Per italiani e italiane meriti di venire stuprata se sei "una poco di buono"
Cosa significa poco di buono? Ovviamente questo giudizio varia a seconda della convenienza. Una poco di buono è una donna che denuncia una violenza. Una donna che si ribella all'abuso di potere. Una donna che secondo queste madri e padri spinge i loro bravi figli a compiere atti sessuali. Una persona quasi sempre di genere femminile che si merita di subire violenza.
Le donne viste ancora come streghe tentatrici
Se un uomo fa del male a una donna, per una parte ancora troppo grande del Paese, la colpa è anche della donna stessa. L'idea che sia la femmina a tentare lo stupratore non è assolutamente marginale. Chiunque di noi, nel corso della propria vita, in una banale conversazione può captare questa convinzione tra le persone che conosce, che non ha genere e distinzione sociale. Se un uomo abusa di una donna, e se quest'uomo è un bianco, la colpa è sicuramente di un comportamento definito ambiguo della vittima. La violenza sessuale risulta essere l'unica violenza per cui si creda che la vittima sia corresponsabile.
L'idea che la vittima di uno stupro goda
Anche in questo caso i presunti stupratori ridevano mentre la vittima gridava basta e rispondevano: "Tanto ti piace".
Il commento di Cgil Palermo
“Di fronte al moltiplicarsi di intimidazioni, percosse, stupri, molestie, violenze di ogni tipo e femminicidi nei confronti delle donne, occorrono politiche e azioni che devono includere il tema della sicurezza, della prevenzione e dell’efficacia della pena, del sostegno e del supporto nella denuncia – dichiarano la segretaria Cgil Palermo e responsabile del dipartimento politiche di genere Laura Di Martino ed Enza Pisa, coordinamento donne Cgil Palermo -. Palermo non è una città a misura di donne e di giovani donne, aumenta in maniera esponenziale la micro criminalità. È più che mai necessario un lavoro culturale che superi definitivamente il patriarcato e miri all’attivazione di servizi che siano efficaci a dirimere la questione femminile. Così come urge un’azione che prevenga e contrasti la piaga della tossicodipendenza, fenomeno sempre più dilagante e diffuso in città e provincia”. “I fatti di Palermo confermano l’esistenza di una piaga per tutto il Paese e nella nostra regione, contro la quale in Sicilia manca una programmazione di azioni di prevenzione protezione e politiche integrate in linea con quanto previsto dal piano nazionale contro la violenza sulle donne – denunciano la segretaria Cgil Sicilia Gabriella Messina ed Elvira Morana responsabile politiche di genere della Cgil siciliana -. La misura della civiltà di una società è la libertà, il rispetto delle donne in questo senso necessita di un reale cambio di passo e occorre una task-force realmente operativa in sostituzione dell’osservatorio e della cabina di regia ai nastri di partenza da oltre tre anni”.

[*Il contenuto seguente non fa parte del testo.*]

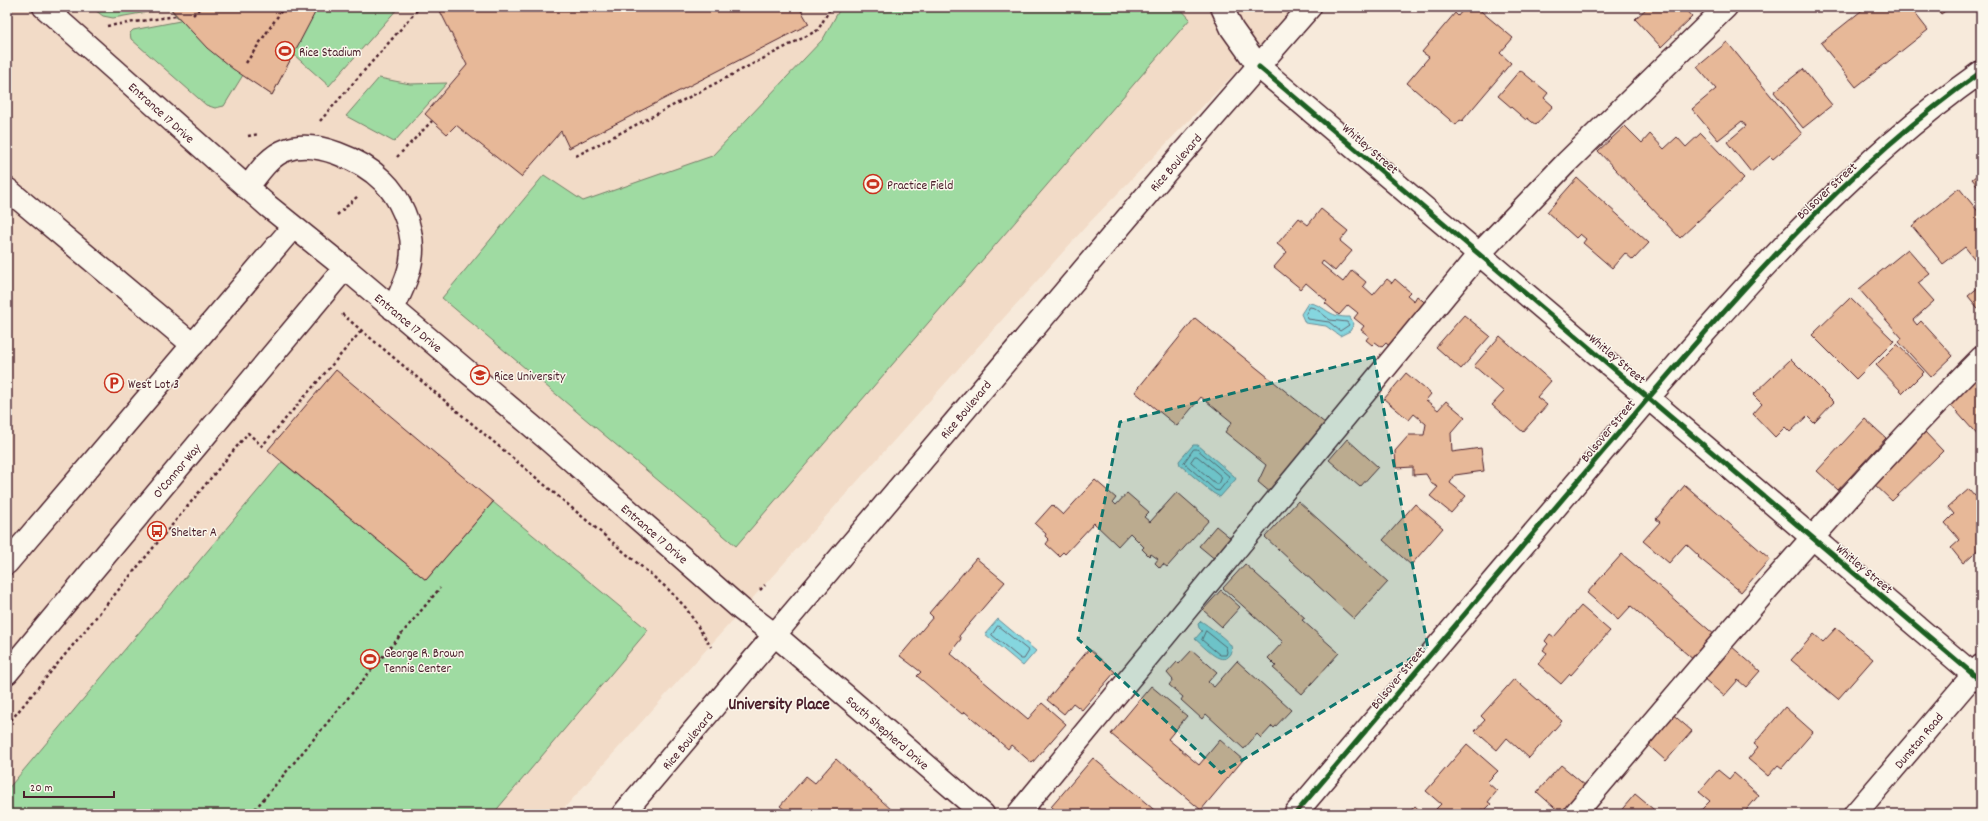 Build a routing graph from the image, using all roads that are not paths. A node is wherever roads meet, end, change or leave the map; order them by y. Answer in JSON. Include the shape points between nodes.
{"nodes":[{"id":1,"x":44,"y":7,"type":"edge"},
{"id":2,"x":1222,"y":7,"type":"edge"},
{"id":3,"x":1310,"y":7,"type":"edge"},
{"id":4,"x":1726,"y":7,"type":"edge"},
{"id":5,"x":1259,"y":67,"type":"junction"},
{"id":6,"x":1981,"y":72,"type":"edge"},
{"id":7,"x":247,"y":188,"type":"junction"},
{"id":8,"x":7,"y":189,"type":"edge"},
{"id":9,"x":293,"y":227,"type":"junction"},
{"id":10,"x":1479,"y":254,"type":"junction"},
{"id":11,"x":345,"y":268,"type":"junction"},
{"id":12,"x":393,"y":309,"type":"junction"},
{"id":13,"x":193,"y":345,"type":"junction"},
{"id":14,"x":1981,"y":358,"type":"edge"},
{"id":15,"x":1648,"y":398,"type":"junction"},
{"id":16,"x":1811,"y":537,"type":"junction"},
{"id":17,"x":7,"y":563,"type":"edge"},
{"id":18,"x":775,"y":635,"type":"junction"},
{"id":19,"x":7,"y":673,"type":"edge"},
{"id":20,"x":1978,"y":674,"type":"edge"},
{"id":21,"x":623,"y":814,"type":"edge"},
{"id":22,"x":983,"y":814,"type":"edge"},
{"id":23,"x":1018,"y":814,"type":"edge"},
{"id":24,"x":1295,"y":814,"type":"edge"},
{"id":25,"x":1575,"y":814,"type":"edge"},
{"id":26,"x":1855,"y":814,"type":"edge"}],
"edges":[{"from":1,"to":7,"type":"street","name":"Entrance 17 Drive"},
{"from":2,"to":5,"type":"street","name":"Whitley Street","via":[[1232,29]]},
{"from":3,"to":5,"type":"street","name":"Rice Boulevard"},
{"from":4,"to":10,"type":"street","via":[[1566,163]]},
{"from":5,"to":10,"type":"street","name":"Whitley Street"},
{"from":5,"to":18,"type":"street","name":"Rice Boulevard","via":[[1178,158]]},
{"from":6,"to":15,"type":"street","name":"Bolsover Street","via":[[1945,98],[1843,187],[1799,230]]},
{"from":7,"to":9,"type":"street","name":"Entrance 17 Drive"},
{"from":7,"to":12,"type":"street","via":[[270,159],[285,150],[297,147],[317,148],[338,154],[361,165],[384,181],[398,201],[408,224],[412,248],[411,270]]},
{"from":8,"to":13,"type":"street"},
{"from":9,"to":11,"type":"street","name":"Entrance 17 Drive"},
{"from":9,"to":13,"type":"street"},
{"from":10,"to":15,"type":"street","name":"Whitley Street"},
{"from":10,"to":23,"type":"street"},
{"from":11,"to":12,"type":"street","name":"Entrance 17 Drive"},
{"from":11,"to":19,"type":"street","name":"O'Connor Way"},
{"from":12,"to":18,"type":"street","name":"Entrance 17 Drive","via":[[546,438],[742,610]]},
{"from":13,"to":17,"type":"street"},
{"from":14,"to":16,"type":"street","via":[[1914,425]]},
{"from":15,"to":16,"type":"street","name":"Whitley Street"},
{"from":15,"to":24,"type":"street","name":"Bolsover Street"},
{"from":16,"to":20,"type":"street","name":"Whitley Street"},
{"from":16,"to":25,"type":"street"},
{"from":18,"to":21,"type":"street","name":"Rice Boulevard"},
{"from":18,"to":22,"type":"street","name":"South Shepherd Drive"},
{"from":20,"to":26,"type":"street","name":"Dunstan Road"}]} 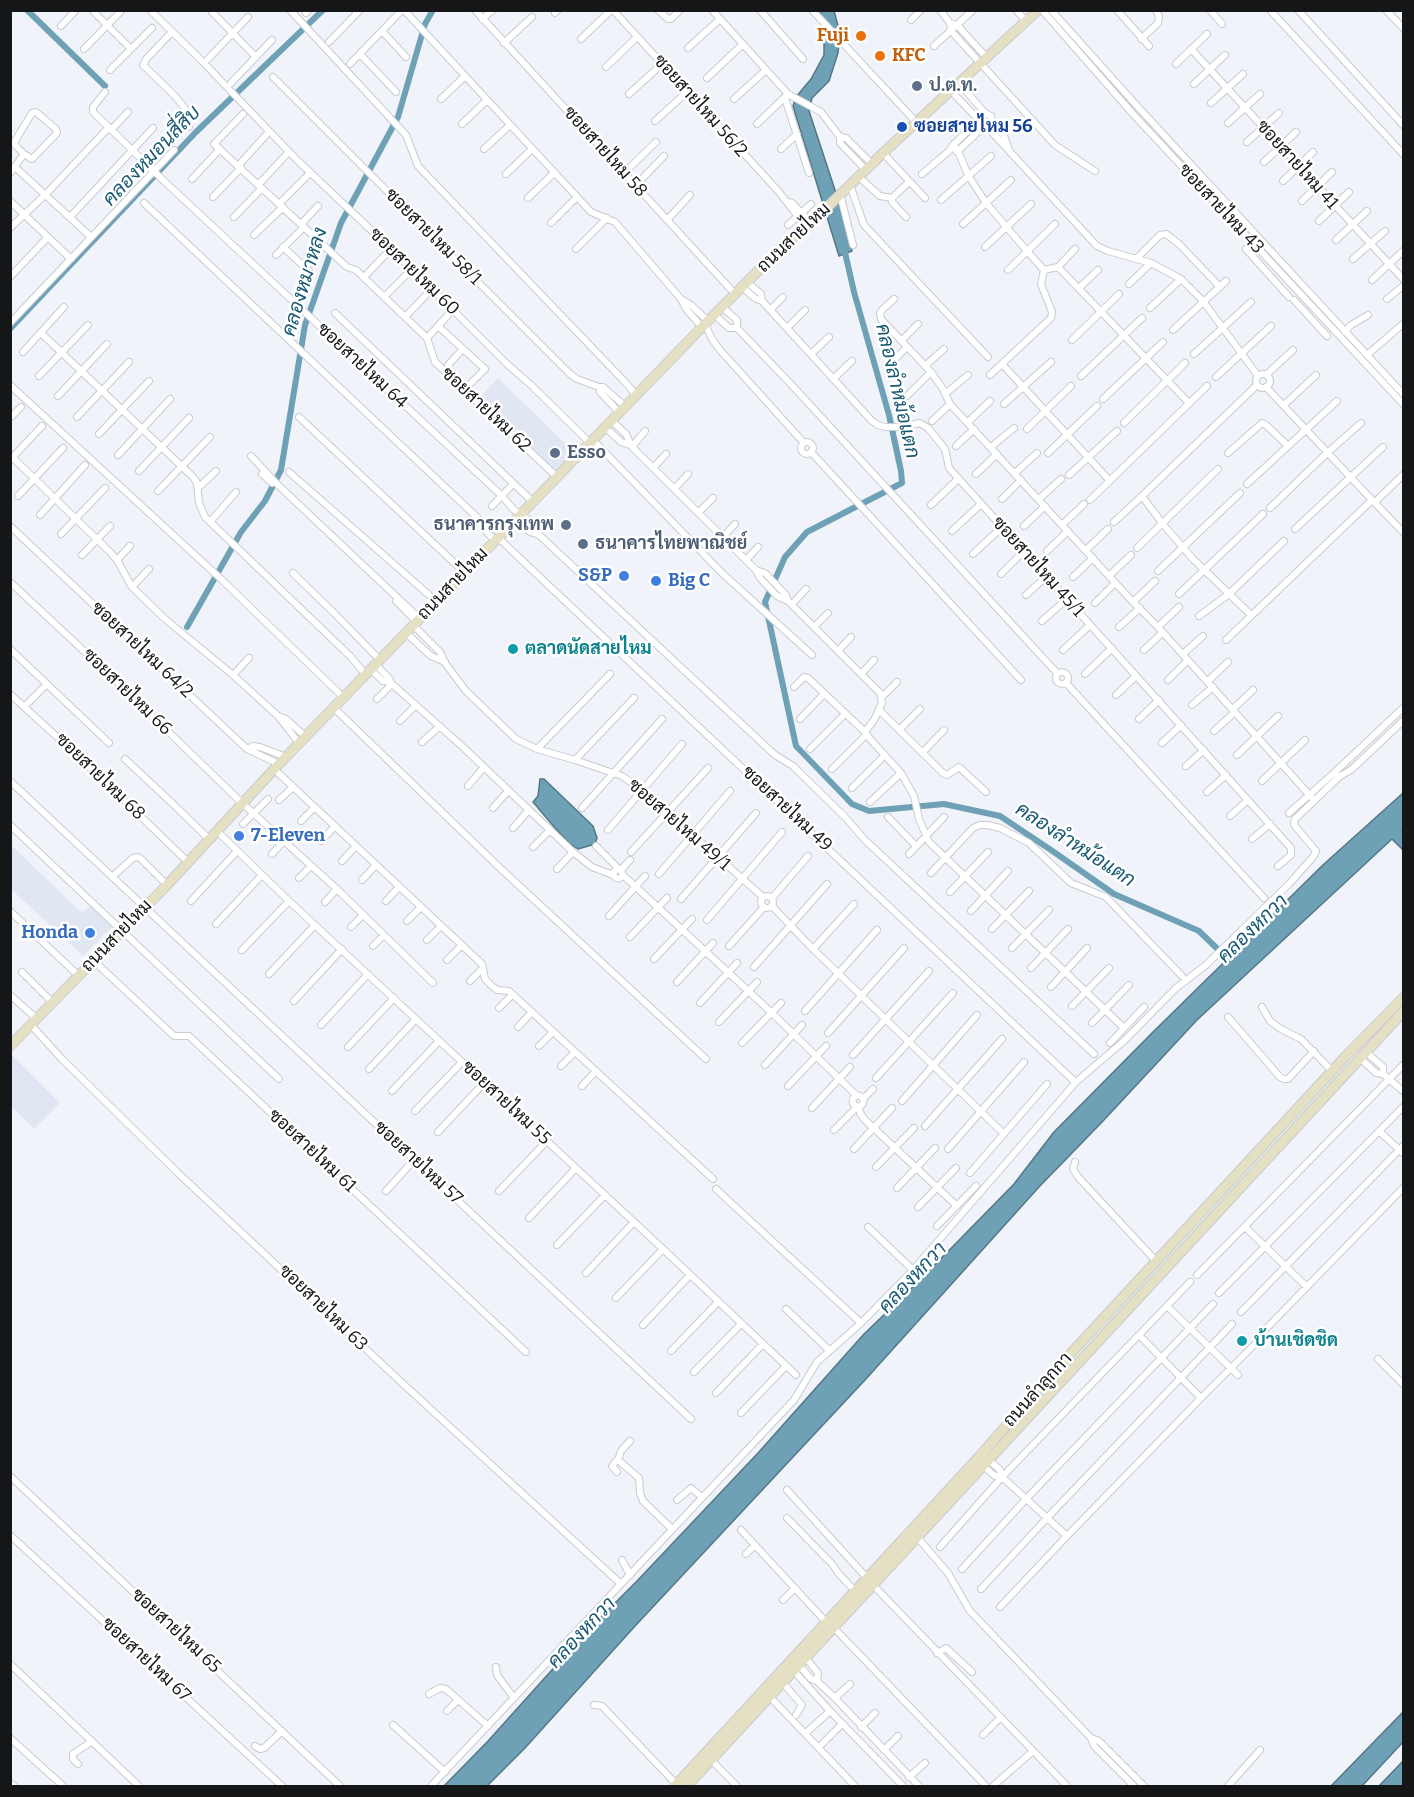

L'urgenza di una educazione sessuale
Presso la Casa Internazionale della Donna in un convegno svoltosi di recente, il presidente AIED Mario Puiatti ha reso noto che sono numerose le realtà europee che non hanno provveduto ad un inserimento regolare dei programmi di educazione sessuale nelle scuole europee. “L’Italia – ha osservato il presidente – è una delle pochissime nazioni in Europa, insieme a Cipro, Bulgaria, Romania e Lituania, Spagna, prive di programmi curricolari nel merito“. Il Ministero della Salute ha rilasciato dei dati utili a comprendere il quadro organico della situazione. In assenza di una formazione adeguata e strutturata, dove gli studenti ricercano le informazioni utili e a chi si rivolgono? I consultori non ammontano a tante unità sul territorio (fatto utile a comprendere l’approccio poco pragmatico delle istituzioni). A tal proposito Puiatti ha aggiunto: “Oggi 8 studenti medi e universitari su 10 cercano le informazioni in ambito sessuale e riproduttivo su internet (solo 1 su 4 chiede in famiglia), ma la stragrande maggioranza (94%) ritiene sia la scuola a dover garantire l’informazione su sessualità e riproduzione: questi i dati dello Studio Nazionale Fertilità presentato dal Ministero della Salute (2019).”